Gevolg: na dit gesprek laat de werkgever de werkneemster weten niet langer bereid te zijn de arbeidsovereenkomst te verlengen.

Geen gelijke gevallen
De werkneemster verzoekt de kantonrechter de werkgever te veroordelen tot het betalen van een billijke vergoeding en een schadevergoeding wegens ongelijke behandeling van de werkgever in salaris op grond van geslacht. De kantonrechter wijst beide vorderingen af. Er is geen sprake van verboden onderscheid want de werkneemster en haar mannelijke collega zijn geen gelijke gevallen. Dat de werkneemster een verboden onderscheid naar geslacht aankaartte is niet de reden voor het intrekken van het aanbod de arbeidsovereenkomst te verlengen, aldus de kantonrechter. De kantonrechter vindt het terugkomen op het aanbod de arbeidsovereenkomst te verlengen daarom niet ernstig verwijtbaar.
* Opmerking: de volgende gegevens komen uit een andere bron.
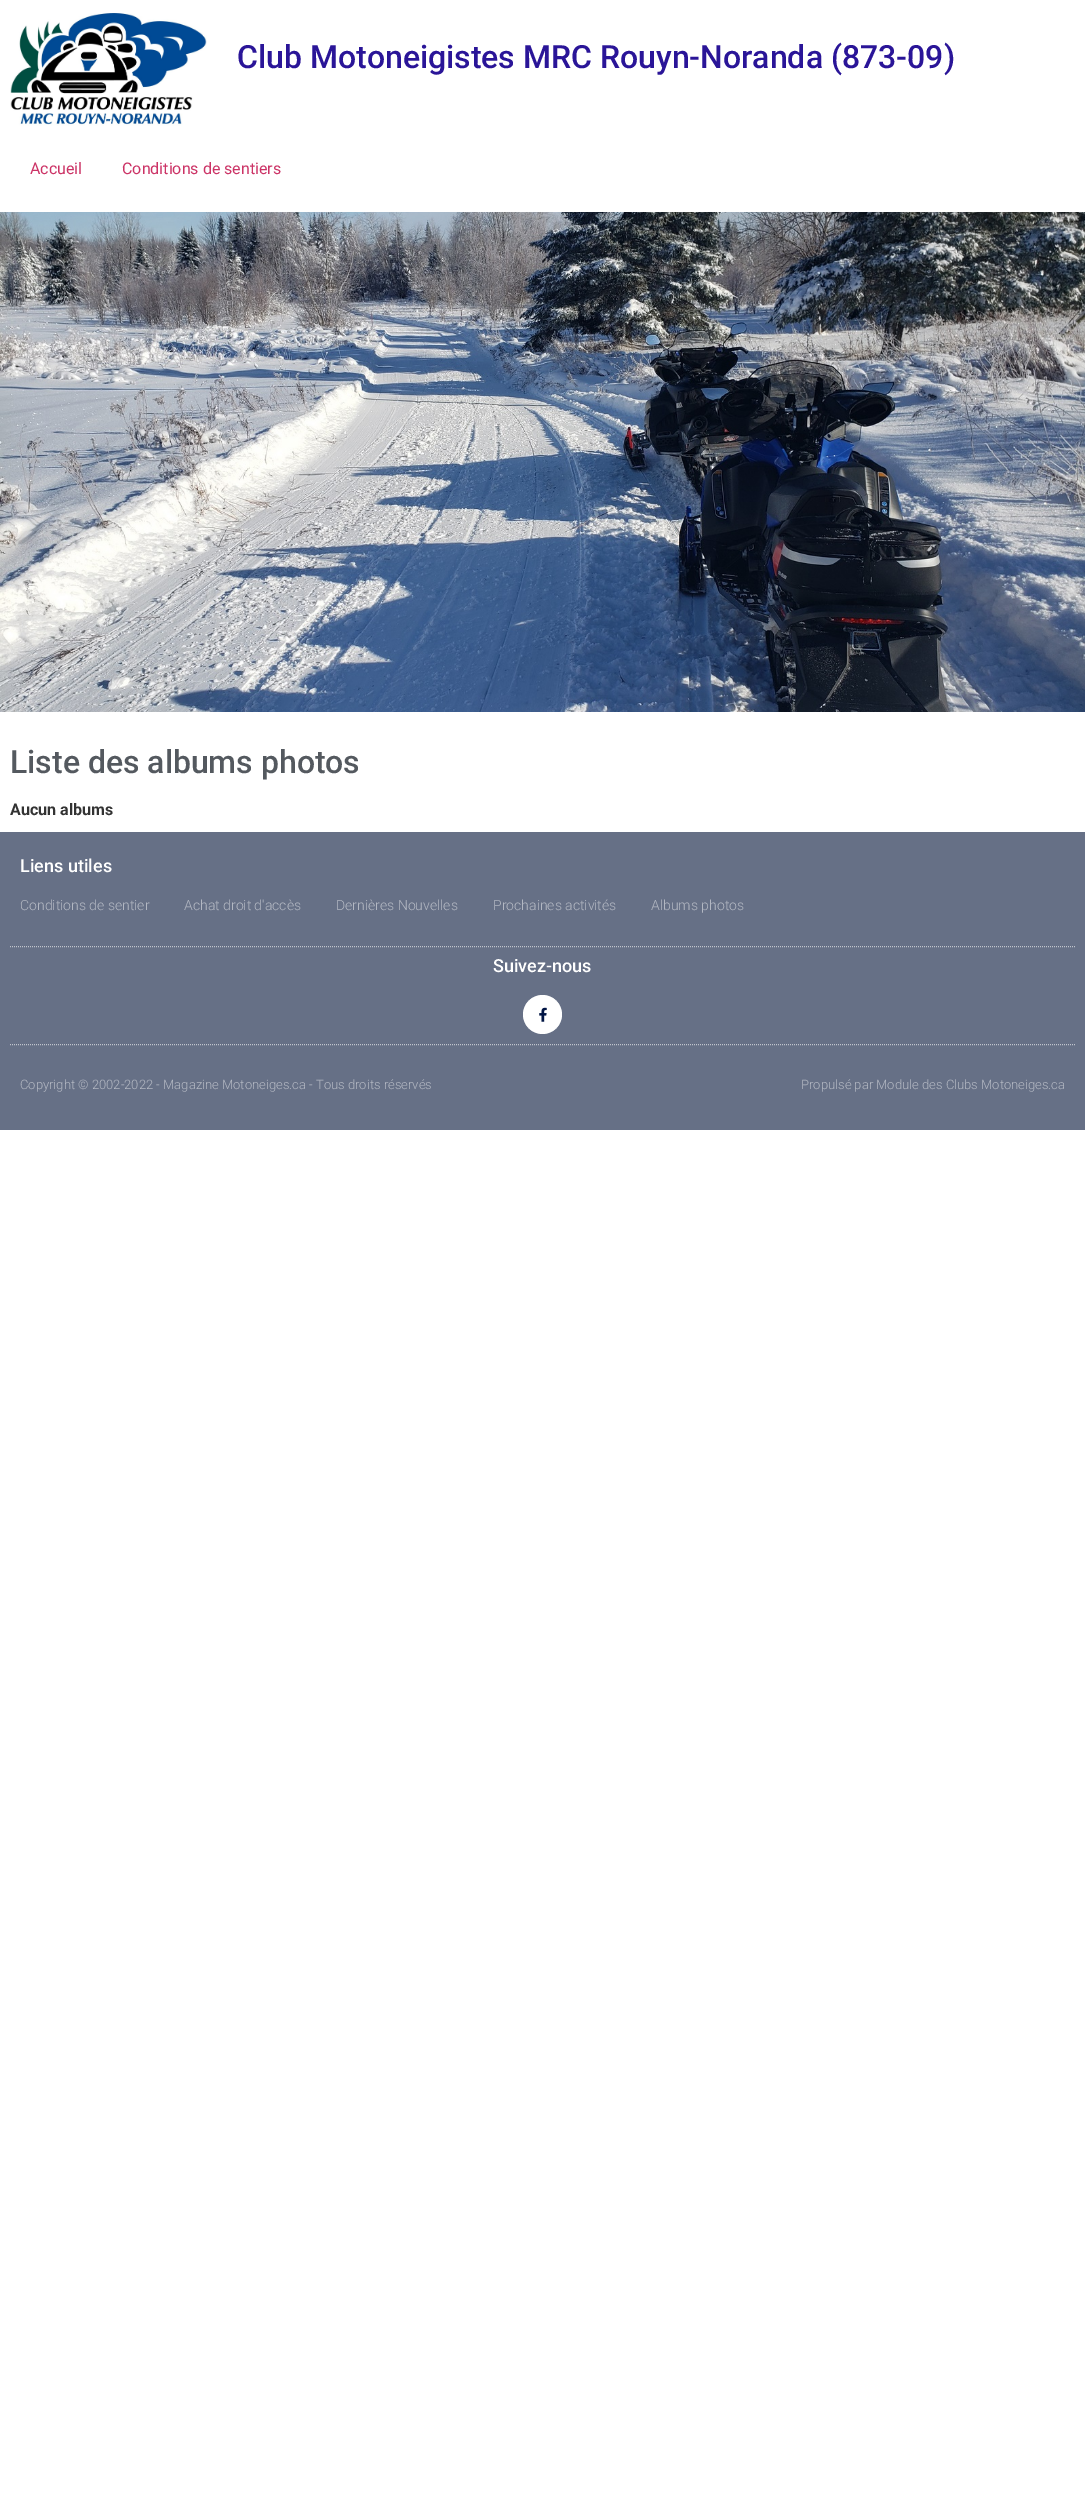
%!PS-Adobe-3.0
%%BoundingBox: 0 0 1085 2512
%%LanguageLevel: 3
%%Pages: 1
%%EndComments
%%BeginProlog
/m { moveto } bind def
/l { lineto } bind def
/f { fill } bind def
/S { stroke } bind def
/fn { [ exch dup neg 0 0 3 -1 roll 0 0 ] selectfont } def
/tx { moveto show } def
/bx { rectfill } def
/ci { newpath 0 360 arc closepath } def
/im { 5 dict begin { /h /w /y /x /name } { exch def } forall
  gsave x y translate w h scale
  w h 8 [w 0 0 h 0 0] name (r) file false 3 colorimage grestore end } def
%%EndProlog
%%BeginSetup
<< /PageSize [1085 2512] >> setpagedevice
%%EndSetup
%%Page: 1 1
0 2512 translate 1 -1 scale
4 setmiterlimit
1 setgray
0 0 1085 2512 bx
(image0.raw) 10 13 197 113 im
/Roboto-Medium 32 fn
0.165 0.082 0.596 setrgbcolor
(Club Motoneigistes MRC Rouyn-Noranda \(873-09\)) 237 68 tx
/Roboto-Regular 16 fn
0.8 0.2 0.4 setrgbcolor
(Accueil) 30 174 tx
(Conditions de sentiers) 122 174 tx
(image1.raw) 0 212 1085 500 im
/Roboto-Medium 32 fn
0.329 0.349 0.373 setrgbcolor
(Liste des albums photos) 10 773 tx
/Roboto-Bold 16 fn
0.2 setgray
(Aucun albums) 10 815 tx
0.4 0.439 0.525 setrgbcolor
0 832 1085 298 bx
/Roboto-Medium 18 fn
1 setgray
(Liens utiles) 20 872 tx
/Roboto-Light 14 fn
0.702 0.722 0.765 setrgbcolor
(Conditions de sentier) 20 910 tx
(Achat droit d'accès) 184 910 tx
(Dernières Nouvelles) 336 910 tx
(Prochaines activités) 493 910 tx
(Albums photos) 651 910 tx
0.753 0.769 0.804 setrgbcolor
[1 1] 0 setdash
10 946.5 m 1075 946.5 l S
/Roboto-Medium 18 fn
1 setgray
(Suivez-nous) 493 972 tx
542.5 1014.5 19.5 ci f
(image2.raw) 539 1007 8 15 im
0.753 0.769 0.804 setrgbcolor
10 1044.5 m 1075 1044.5 l S
/Roboto-Light 13 fn
0.702 0.722 0.765 setrgbcolor
(Copyright © 2002-2022 - Magazine Motoneiges.ca - Tous droits réservés) 20 1089 tx
(Propulsé par Module des Clubs Motoneiges.ca) 801 1089 tx
showpage
%%EOF
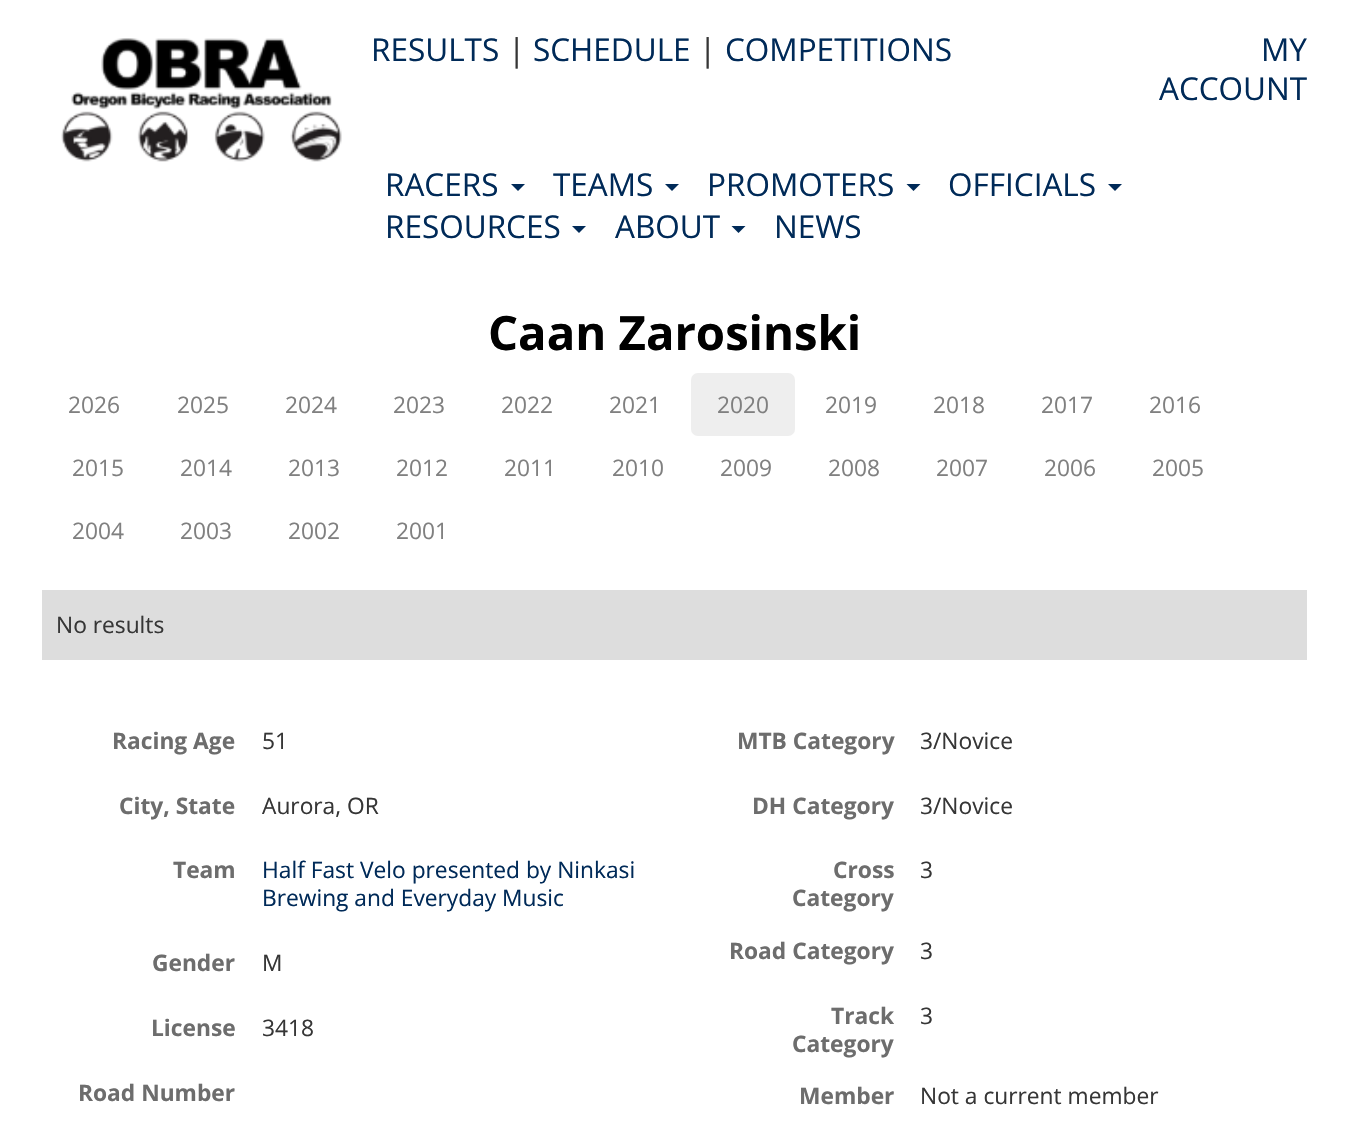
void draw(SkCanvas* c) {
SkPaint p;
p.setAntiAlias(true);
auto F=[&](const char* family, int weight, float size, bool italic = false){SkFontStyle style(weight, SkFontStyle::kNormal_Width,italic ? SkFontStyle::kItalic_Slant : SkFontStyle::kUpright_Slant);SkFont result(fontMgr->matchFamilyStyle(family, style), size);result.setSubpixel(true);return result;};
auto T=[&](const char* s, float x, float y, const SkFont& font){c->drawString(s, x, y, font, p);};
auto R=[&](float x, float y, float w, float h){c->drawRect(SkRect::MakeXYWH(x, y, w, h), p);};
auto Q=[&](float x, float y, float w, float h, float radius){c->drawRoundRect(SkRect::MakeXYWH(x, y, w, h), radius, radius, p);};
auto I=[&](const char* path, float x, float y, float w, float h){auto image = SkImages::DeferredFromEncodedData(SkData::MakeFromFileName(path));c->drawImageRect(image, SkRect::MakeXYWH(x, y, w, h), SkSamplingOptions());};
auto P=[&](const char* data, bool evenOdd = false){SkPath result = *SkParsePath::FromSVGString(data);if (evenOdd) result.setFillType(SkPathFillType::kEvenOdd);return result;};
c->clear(0xffffffff);
I("1.png",61,38,281,124);
auto f1 = F("Open Sans",400,31.5);
p.setColor(0xff002a58);
T("RESULTS",371,61,f1);
p.setColor(0xff363636);
T("|",508,61,f1);
p.setColor(0xff002a58);
T("SCHEDULE",533,61,f1);
p.setColor(0xff363636);
T("|",699,61,f1);
p.setColor(0xff002a58);
T("COMPETITIONS",725,61,f1);
T("MY",1261,61,f1);
T("ACCOUNT",1159,100,f1);
T("RACERS",385,196,f1);
c->drawPath(P("M511 184h14l-7 7z"),p);
T("TEAMS",553,196,f1);
c->drawPath(P("M665 184h14l-7 7z"),p);
T("PROMOTERS",707,196,f1);
c->drawPath(P("M906.5 184h14l-7 7z"),p);
T("OFFICIALS",948,196,f1);
c->drawPath(P("M1108 184h14l-7 7z"),p);
T("RESOURCES",385,238,f1);
c->drawPath(P("M572 226h14l-7 7z"),p);
T("ABOUT",615,238,f1);
c->drawPath(P("M731.5 226h14l-7 7z"),p);
T("NEWS",774,238,f1);
auto f2 = F("Open Sans",700,47.25);
p.setColor(0xff000000);
T("Caan Zarosinski",488,350,f2);
auto f3 = F("Open Sans",400,22.75);
p.setColor(0xff808080);
T("2026",68,413,f3);
T("2025",177,413,f3);
T("2024",285,413,f3);
T("2023",393,413,f3);
T("2022",501,413,f3);
T("2021",609,413,f3);
p.setColor(0xffeeeeee);
Q(691,373,104,63,7);
p.setColor(0xff808080);
T("2020",717,413,f3);
T("2019",825,413,f3);
T("2018",933,413,f3);
T("2017",1041,413,f3);
T("2016",1149,413,f3);
T("2015",72,476,f3);
T("2014",180,476,f3);
T("2013",288,476,f3);
T("2012",396,476,f3);
T("2011",504,476,f3);
T("2010",612,476,f3);
T("2009",720,476,f3);
T("2008",828,476,f3);
T("2007",936,476,f3);
T("2006",1044,476,f3);
T("2005",1152,476,f3);
T("2004",72,539,f3);
T("2003",180,539,f3);
T("2002",288,539,f3);
T("2001",396,539,f3);
p.setColor(0xffdddddd);
R(42,590,1265,70);
p.setColor(0xff363636);
T("No results",56,633,f3);
auto f4 = F("Open Sans",700,22.75);
p.setColor(0xff6d6d6d);
T("Racing Age",112,749,f4);
p.setColor(0xff363636);
T("51",262,749,f3);
p.setColor(0xff6d6d6d);
T("City, State",119,814,f4);
p.setColor(0xff363636);
T("Aurora, OR",262,814,f3);
p.setColor(0xff6d6d6d);
T("Team",173,878,f4);
p.setColor(0xff002a58);
T("Half Fast Velo presented by Ninkasi",262,878,f3);
T("Brewing and Everyday Music",262,906,f3);
p.setColor(0xff6d6d6d);
T("Gender",152,971,f4);
p.setColor(0xff363636);
T("M",262,971,f3);
p.setColor(0xff6d6d6d);
T("License",151,1036,f4);
p.setColor(0xff363636);
T("3418",262,1036,f3);
p.setColor(0xff6d6d6d);
T("Road Number",78,1101,f4);
T("MTB Category",737,749,f4);
p.setColor(0xff363636);
T("3/Novice",920,749,f3);
p.setColor(0xff6d6d6d);
T("DH Category",752,814,f4);
p.setColor(0xff363636);
T("3/Novice",920,814,f3);
p.setColor(0xff6d6d6d);
T("Cross",833,878,f4);
T("Category",792,906,f4);
p.setColor(0xff363636);
T("3",920,878,f3);
p.setColor(0xff6d6d6d);
T("Road Category",729,959,f4);
p.setColor(0xff363636);
T("3",920,959,f3);
p.setColor(0xff6d6d6d);
T("Track",831,1024,f4);
T("Category",792,1052,f4);
p.setColor(0xff363636);
T("3",920,1024,f3);
p.setColor(0xff6d6d6d);
T("Member",799,1104,f4);
p.setColor(0xff363636);
T("Not a current member",920,1104,f3);
}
Een beroep doen op het gelijkheidsbeginsel mag niet leiden tot benadeling
De werkneemster laat het er niet bij zitten en legt de zaak voor aan het hof. De werkgever geeft aan het aanbod te hebben ingetrokken omdat de werkneemster niet gelukkig was, de relatie verhardde, er geen grond was voor een vruchtbare samenwerking en de acceptatie van het aanbod te lang duurde. Het hof overweegt dat als de werkneemster geen beroep had gedaan op mogelijk verboden onderscheid naar geslacht, de arbeidsrelatie niet was verstoord en het aanbod niet was ingetrokken. De handelwijze van de werkgever is in strijd met het benadelingsverbod van artikel 7:646 lid 14 BW.

Een beroep doen op gelijke behandeling mag niet leiden tot een benadelingshandeling. Het intrekken van het aanbod de arbeidsovereenkomst te verlengen is te beschouwen als een benadelingshandeling. Ernstig verwijtbaar handelen van de werkgever, aldus het hof.
De werkgever kan ernstig worden verweten dat het aankaarten door de werkneemster van een mogelijk verboden onderscheid naar geslacht en de daaruit ontstane verstoorde arbeidsrelatie voor de werkgever de enige reden is geweest voor het intrekken van het aanbod tot verlenging. Het hof kent de werkneemster een billijke vergoeding toe gelijk aan een jaarsalaris.

Conclusie
Het hof oordeelt dat het beroep op het gelijkheidsbeginsel de grondoorzaak is van de verstoorde arbeidsrelatie. Met als gevolg dat niet de verstoorde arbeidsrelatie op zich, maar de grondoorzaak van de verstoorde arbeidsverhouding de reden is het aanbod in te trekken. De werkneemster wordt door de wet beschermd tegen een dergelijke benadelingshandeling.